[THE DATA — start]
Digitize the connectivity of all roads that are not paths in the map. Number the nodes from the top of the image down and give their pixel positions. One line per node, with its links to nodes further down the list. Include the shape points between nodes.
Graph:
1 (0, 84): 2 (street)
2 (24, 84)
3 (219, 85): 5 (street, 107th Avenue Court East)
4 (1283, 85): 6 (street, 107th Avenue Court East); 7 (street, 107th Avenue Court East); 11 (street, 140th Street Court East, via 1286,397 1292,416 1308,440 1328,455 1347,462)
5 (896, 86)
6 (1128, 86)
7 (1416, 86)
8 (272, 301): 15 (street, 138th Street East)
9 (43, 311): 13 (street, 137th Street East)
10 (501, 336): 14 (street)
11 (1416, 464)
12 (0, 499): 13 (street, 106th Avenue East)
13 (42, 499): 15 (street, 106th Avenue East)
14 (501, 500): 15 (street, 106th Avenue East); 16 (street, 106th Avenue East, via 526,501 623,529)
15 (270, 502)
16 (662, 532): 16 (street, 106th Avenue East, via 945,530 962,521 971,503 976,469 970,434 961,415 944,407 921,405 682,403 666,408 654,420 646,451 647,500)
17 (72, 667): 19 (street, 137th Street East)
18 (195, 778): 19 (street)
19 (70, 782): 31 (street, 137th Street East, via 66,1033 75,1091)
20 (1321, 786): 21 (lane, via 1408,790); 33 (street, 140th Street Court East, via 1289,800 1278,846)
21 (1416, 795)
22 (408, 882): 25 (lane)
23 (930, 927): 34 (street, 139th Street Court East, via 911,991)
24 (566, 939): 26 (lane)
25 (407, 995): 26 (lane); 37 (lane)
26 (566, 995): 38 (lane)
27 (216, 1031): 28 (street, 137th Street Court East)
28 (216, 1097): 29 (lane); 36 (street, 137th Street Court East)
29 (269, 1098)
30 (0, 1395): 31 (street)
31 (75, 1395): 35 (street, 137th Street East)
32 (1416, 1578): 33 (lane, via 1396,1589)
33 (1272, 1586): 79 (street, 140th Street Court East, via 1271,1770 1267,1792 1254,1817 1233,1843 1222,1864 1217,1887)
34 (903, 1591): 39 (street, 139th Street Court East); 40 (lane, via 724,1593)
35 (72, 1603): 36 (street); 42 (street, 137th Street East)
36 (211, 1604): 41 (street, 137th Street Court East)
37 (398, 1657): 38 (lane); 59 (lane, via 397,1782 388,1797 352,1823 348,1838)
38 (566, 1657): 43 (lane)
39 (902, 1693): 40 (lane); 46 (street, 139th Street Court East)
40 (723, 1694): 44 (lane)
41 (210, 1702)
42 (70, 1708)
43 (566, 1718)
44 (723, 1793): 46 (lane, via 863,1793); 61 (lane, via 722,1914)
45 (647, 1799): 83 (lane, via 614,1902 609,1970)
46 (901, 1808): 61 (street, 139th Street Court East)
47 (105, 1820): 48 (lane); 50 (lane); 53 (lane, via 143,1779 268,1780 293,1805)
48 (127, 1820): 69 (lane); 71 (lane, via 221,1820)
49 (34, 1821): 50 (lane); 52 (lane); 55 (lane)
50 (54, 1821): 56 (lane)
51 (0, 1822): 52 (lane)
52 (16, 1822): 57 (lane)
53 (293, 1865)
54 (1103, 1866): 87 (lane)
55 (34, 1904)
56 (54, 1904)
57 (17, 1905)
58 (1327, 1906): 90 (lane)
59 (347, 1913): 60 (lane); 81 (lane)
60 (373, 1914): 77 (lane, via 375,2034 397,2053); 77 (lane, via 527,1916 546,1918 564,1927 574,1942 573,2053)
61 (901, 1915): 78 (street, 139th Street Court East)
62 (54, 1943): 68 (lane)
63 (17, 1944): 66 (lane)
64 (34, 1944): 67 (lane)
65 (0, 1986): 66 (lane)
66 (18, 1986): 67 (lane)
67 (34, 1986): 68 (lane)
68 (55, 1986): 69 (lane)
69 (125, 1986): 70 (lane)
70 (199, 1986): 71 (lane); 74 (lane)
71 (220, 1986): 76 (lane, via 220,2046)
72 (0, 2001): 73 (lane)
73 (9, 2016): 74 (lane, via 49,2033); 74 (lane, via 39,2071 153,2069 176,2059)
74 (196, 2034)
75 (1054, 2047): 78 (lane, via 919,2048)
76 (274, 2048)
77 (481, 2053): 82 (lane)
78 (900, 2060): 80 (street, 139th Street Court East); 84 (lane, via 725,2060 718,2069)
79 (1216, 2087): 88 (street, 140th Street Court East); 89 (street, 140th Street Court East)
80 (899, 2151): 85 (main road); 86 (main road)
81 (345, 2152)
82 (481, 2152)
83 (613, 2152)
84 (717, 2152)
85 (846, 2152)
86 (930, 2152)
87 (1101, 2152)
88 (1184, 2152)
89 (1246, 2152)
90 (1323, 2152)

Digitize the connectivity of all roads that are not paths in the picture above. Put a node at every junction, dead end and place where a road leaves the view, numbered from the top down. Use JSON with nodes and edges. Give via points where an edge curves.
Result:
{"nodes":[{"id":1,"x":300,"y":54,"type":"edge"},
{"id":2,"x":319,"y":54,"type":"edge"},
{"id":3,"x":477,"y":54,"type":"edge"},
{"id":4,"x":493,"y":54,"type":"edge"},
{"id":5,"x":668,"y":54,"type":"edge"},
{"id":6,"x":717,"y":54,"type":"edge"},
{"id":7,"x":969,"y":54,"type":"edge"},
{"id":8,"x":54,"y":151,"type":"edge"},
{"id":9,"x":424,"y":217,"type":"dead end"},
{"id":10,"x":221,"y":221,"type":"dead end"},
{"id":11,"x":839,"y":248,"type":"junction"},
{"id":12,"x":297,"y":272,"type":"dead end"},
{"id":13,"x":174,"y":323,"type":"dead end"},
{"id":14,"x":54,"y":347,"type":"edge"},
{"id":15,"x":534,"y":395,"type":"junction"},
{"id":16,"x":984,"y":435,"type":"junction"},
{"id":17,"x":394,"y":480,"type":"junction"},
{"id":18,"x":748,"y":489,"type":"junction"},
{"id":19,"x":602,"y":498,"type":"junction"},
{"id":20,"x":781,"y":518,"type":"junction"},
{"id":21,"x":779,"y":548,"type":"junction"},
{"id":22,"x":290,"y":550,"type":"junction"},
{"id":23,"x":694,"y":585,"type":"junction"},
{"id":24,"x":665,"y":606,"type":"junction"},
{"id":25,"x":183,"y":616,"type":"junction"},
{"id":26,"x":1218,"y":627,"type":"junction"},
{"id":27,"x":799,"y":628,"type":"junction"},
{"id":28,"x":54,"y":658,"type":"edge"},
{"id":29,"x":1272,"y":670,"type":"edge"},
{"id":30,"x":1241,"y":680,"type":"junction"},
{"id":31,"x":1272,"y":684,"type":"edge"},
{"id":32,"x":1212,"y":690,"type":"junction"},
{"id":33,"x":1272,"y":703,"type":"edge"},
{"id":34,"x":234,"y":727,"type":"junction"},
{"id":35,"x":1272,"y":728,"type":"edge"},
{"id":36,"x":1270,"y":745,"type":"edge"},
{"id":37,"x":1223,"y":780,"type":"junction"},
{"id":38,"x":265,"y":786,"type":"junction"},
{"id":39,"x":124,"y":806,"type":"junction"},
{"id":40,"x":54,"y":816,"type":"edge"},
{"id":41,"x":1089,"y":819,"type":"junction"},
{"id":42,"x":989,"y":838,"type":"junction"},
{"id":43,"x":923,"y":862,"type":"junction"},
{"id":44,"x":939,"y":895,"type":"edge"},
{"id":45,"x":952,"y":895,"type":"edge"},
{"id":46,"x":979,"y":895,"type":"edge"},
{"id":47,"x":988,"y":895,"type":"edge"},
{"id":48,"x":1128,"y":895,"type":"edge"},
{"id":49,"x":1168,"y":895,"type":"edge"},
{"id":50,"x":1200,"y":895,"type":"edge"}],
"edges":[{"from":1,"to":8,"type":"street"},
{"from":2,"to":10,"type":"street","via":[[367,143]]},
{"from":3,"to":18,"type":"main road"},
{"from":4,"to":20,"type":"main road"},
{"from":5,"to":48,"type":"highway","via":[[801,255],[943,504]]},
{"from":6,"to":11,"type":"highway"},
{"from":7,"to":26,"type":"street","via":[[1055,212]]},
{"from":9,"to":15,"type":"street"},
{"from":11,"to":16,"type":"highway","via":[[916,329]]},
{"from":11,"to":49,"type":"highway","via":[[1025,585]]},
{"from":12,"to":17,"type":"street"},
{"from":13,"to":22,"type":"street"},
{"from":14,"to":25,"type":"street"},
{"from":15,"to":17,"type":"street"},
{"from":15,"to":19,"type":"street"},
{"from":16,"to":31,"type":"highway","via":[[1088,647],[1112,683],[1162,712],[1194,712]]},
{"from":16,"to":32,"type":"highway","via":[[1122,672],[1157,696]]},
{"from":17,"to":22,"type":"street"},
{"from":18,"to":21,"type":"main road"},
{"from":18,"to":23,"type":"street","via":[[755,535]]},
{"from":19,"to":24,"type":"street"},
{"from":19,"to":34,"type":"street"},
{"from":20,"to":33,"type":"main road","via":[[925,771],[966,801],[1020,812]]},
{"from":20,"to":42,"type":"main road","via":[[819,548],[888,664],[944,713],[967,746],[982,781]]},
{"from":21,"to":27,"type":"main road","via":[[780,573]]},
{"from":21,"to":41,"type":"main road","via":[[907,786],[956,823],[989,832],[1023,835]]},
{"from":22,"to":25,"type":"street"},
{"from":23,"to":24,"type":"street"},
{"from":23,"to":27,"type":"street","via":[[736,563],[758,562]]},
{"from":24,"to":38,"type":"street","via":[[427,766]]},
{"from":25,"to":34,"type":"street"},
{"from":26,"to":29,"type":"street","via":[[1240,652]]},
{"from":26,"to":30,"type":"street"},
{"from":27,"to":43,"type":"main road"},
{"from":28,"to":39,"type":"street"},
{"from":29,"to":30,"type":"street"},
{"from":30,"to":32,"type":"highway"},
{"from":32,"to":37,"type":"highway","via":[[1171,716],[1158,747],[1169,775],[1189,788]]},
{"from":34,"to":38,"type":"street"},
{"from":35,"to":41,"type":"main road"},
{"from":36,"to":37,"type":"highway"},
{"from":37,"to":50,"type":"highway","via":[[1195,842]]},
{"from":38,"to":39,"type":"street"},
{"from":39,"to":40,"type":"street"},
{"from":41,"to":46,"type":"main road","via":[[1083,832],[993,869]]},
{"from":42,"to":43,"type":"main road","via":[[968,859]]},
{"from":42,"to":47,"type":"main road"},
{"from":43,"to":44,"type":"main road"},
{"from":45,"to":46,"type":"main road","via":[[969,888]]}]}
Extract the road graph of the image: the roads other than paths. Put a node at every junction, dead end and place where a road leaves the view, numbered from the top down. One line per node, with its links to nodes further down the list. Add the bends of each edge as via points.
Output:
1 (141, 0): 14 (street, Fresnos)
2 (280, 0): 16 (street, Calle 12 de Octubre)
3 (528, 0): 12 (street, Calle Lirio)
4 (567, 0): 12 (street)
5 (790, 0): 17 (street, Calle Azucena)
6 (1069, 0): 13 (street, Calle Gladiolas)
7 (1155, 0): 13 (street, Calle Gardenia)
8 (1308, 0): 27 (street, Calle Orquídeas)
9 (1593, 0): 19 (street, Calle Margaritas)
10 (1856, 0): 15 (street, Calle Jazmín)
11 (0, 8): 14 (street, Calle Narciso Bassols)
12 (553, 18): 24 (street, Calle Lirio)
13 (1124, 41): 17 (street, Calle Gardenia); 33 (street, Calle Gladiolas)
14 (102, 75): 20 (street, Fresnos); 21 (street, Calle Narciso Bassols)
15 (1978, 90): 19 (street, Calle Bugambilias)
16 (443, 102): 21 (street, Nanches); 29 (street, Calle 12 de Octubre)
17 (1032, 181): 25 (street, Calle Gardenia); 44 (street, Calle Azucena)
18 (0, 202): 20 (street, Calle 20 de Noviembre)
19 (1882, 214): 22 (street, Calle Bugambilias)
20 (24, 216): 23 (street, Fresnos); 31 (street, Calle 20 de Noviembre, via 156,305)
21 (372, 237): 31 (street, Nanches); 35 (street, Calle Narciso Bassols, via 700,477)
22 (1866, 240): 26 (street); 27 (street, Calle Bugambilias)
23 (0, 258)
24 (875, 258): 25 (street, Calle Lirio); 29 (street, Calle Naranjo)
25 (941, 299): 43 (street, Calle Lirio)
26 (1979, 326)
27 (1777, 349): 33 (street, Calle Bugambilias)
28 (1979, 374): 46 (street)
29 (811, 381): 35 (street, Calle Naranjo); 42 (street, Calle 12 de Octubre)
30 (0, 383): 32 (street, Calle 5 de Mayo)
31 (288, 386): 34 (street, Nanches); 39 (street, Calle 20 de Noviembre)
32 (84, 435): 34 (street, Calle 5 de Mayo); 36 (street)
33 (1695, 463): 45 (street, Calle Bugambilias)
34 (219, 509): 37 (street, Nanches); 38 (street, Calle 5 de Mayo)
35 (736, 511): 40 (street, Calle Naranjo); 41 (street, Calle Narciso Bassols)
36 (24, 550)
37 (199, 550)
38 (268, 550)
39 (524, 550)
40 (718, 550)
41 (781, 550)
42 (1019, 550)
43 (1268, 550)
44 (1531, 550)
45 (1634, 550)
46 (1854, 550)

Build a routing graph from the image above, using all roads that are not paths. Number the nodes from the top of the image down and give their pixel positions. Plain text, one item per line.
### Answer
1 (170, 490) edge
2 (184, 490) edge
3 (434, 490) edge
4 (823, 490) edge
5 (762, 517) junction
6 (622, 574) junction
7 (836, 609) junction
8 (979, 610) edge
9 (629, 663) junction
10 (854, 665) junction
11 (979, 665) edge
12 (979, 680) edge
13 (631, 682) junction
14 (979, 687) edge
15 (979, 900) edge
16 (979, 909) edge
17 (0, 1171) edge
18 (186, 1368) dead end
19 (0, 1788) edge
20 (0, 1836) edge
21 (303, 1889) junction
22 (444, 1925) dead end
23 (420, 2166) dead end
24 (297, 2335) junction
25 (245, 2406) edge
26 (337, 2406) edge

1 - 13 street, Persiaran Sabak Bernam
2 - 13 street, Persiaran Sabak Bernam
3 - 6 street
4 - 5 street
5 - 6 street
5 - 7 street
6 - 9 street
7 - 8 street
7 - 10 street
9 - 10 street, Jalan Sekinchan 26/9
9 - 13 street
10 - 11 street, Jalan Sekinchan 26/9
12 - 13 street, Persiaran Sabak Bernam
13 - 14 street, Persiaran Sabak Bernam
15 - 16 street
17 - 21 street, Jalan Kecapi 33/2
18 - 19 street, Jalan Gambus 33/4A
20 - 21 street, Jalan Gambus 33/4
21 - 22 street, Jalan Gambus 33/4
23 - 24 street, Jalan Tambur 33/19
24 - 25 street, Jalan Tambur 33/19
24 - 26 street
[THE DATA — finish]
*DIRECTIONS:*
In the entries above, find each line with the string "Octubre" and copy it.

*RESULT FOR THIS EXERCISE:*
2 (280, 0): 16 (street, Calle 12 de Octubre)
16 (443, 102): 21 (street, Nanches); 29 (street, Calle 12 de Octubre)
29 (811, 381): 35 (street, Calle Naranjo); 42 (street, Calle 12 de Octubre)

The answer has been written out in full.